How long did it take you to compile the map?

“Originally two weeks, but it’s a work in progress and it always will be.

“I’m still working on it, still adding things all the time.”

How do you do your research?

“I’ve got a bunch of books in English and in Czech and I also find things online.

“But I try to weed out the recently made-up stories, the fake stories, from stories that have some history or some background to them.

“I want to keep it with real legends, and not just PR things that people made up to promote their hotel or whatever.”

Are there many of those?

“There’s a couple. There’s a couple of fake ghost stories around town.”

Give me an example.

“There’s a new ‘ghost haunted’ bar that just opened and I can’t find those stories anywhere.”

And your map is related to an annual tour of “magic Prague”, is that right?

“Yes, the company I work for, Baba Studio, runs a tour.
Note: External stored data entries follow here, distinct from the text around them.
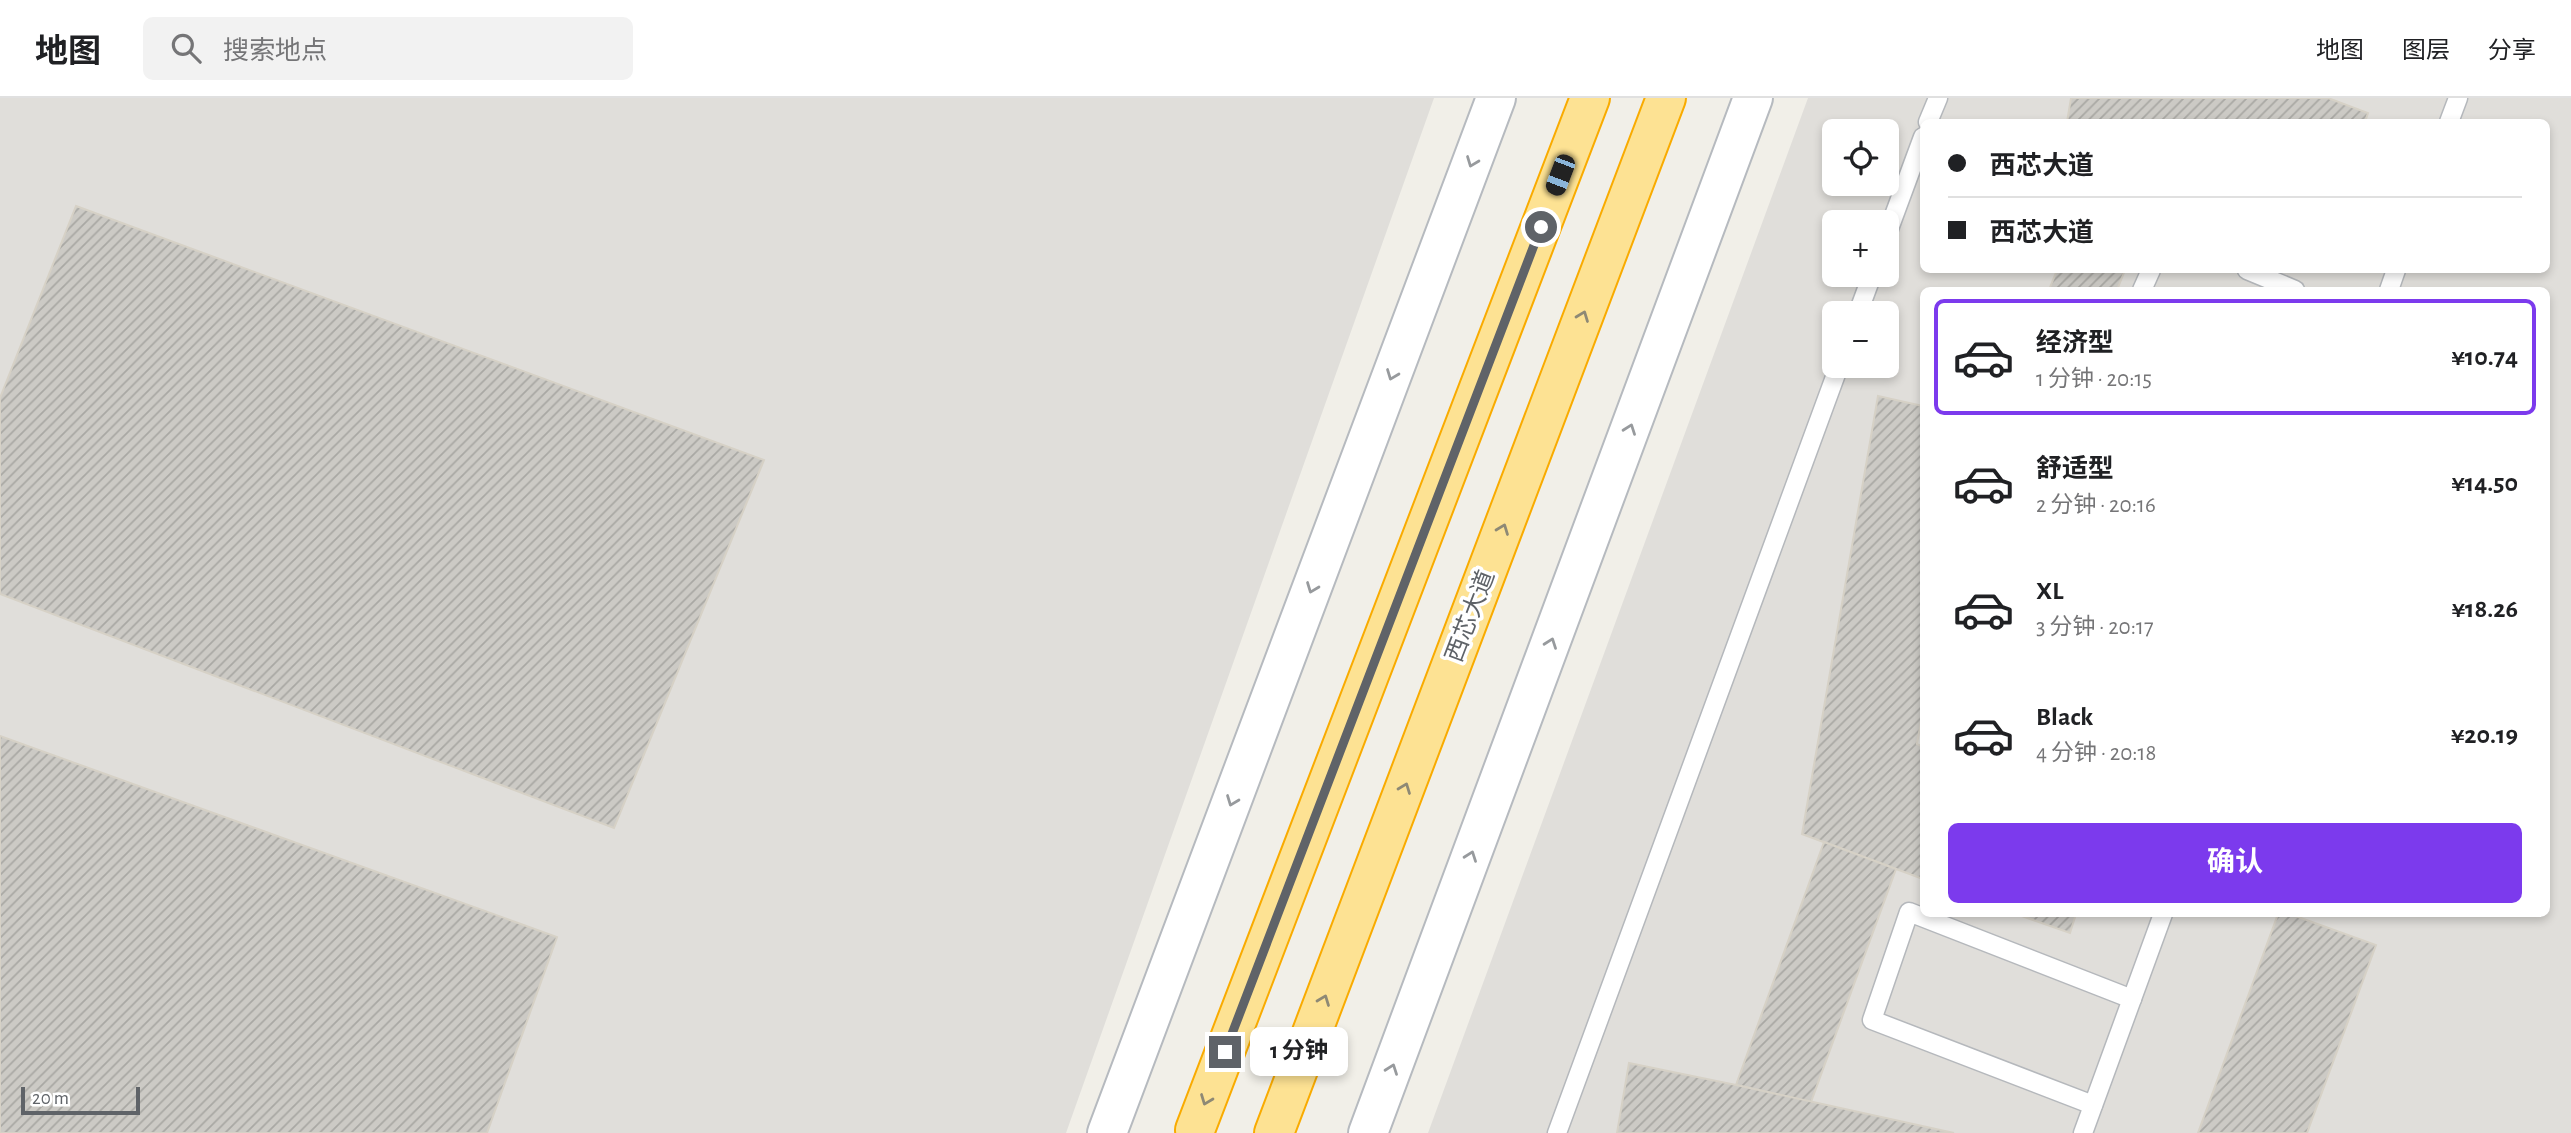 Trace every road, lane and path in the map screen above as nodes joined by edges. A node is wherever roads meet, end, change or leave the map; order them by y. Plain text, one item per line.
1 (1496, 98) edge
2 (1590, 98) edge
3 (1666, 98) edge
4 (1753, 98) edge
5 (1937, 98) edge
6 (2458, 98) edge
7 (1929, 119) edge
8 (2450, 119) edge
9 (1920, 145) edge
10 (1896, 210) edge
11 (2254, 273) edge
12 (2288, 287) edge
13 (1835, 378) edge
14 (1920, 916) edge
15 (1922, 917) edge
16 (2162, 917) edge
17 (2132, 999) junction
18 (2093, 1105) junction
19 (1195, 1130) dead end
20 (1107, 1133) edge
21 (1274, 1133) edge
22 (1368, 1133) edge
23 (1557, 1133) edge
24 (2083, 1133) edge

1 -> 20 main road
2 -> 19 highway
21 -> 3 highway, 西芯大道
22 -> 4 main road
5 - 7 lane
6 - 8 lane
9 - 10 lane
11 - 12 lane
13 - 23 lane
14 - 18 lane
15 - 17 lane
16 - 17 lane
17 - 18 lane
18 - 24 lane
It’ll be in April.

Ghosts and legends of Prague
“It’s a weeklong tour mainly aimed at foreigners coming here and they book out an entire hotel.

“They don’t only do Prague, they also do Kutná Hora and some other places.

“So it’s a really full week of seeing things, but everything has some magical or esoteric or historical connotation in that aspect.”

Where do they go? What are the most popular sites on the tour?

“It’s the places you would mainly go along in the tourist area, but of course everything is different.

“You go along the Charles Bridge, the Castle Area, Kampa and some of the churches around town, as well as some places out of town.

“But what they hear is not the same as you would get on other tours.”

Typically when they come have they got knowledge of any of Prague’s legends? I presume they must know the Golem, for example?

“Yes, they know some of the background. And the website I work for is to give them a chance to read up a little more on the background.

Golem and Rabbi Loew,  painting by Mikoláš Aleš
“But yes, they all have a little bit of knowledge or a little bit of interest, or they wouldn’t come here.”

Who are the people who come on the tour?

“They come from the US, they come from other parts of Europe, I think there were some people from Australia and South America last time.

“They usually have some interest in esoteric things like tarot card reading, fortune telling and things like that.

“But it’s open to everybody who just wants a different side of the history.

“And we don’t only cover ghosts: We have where alchemists lived, where real fortune tellers lived.

“There was a woman on the Golden Lane at Prague Castle who predicted the Germans would lose WWII.

“The Nazis tried to get her to recant that and she refused and was actually killed for that.

“So we have her on the map, along with several other people.

“We have where John Dee and Edward Kelley are supposed to have lived. They were real alchemists who came here. And also various people associated with the court of Rudolph II.

“So we try to mix in real people and some other things as well – not just the ghosts.”

Do you believe in alchemy?

“I think alchemy was really interesting.

“You couldn’t make a scientific discover unless you made a corresponding spiritual discover within yourself.

John Dee
“When you look at atomic power, if we had matured ourselves enough to be able to handle that it would have been so much better.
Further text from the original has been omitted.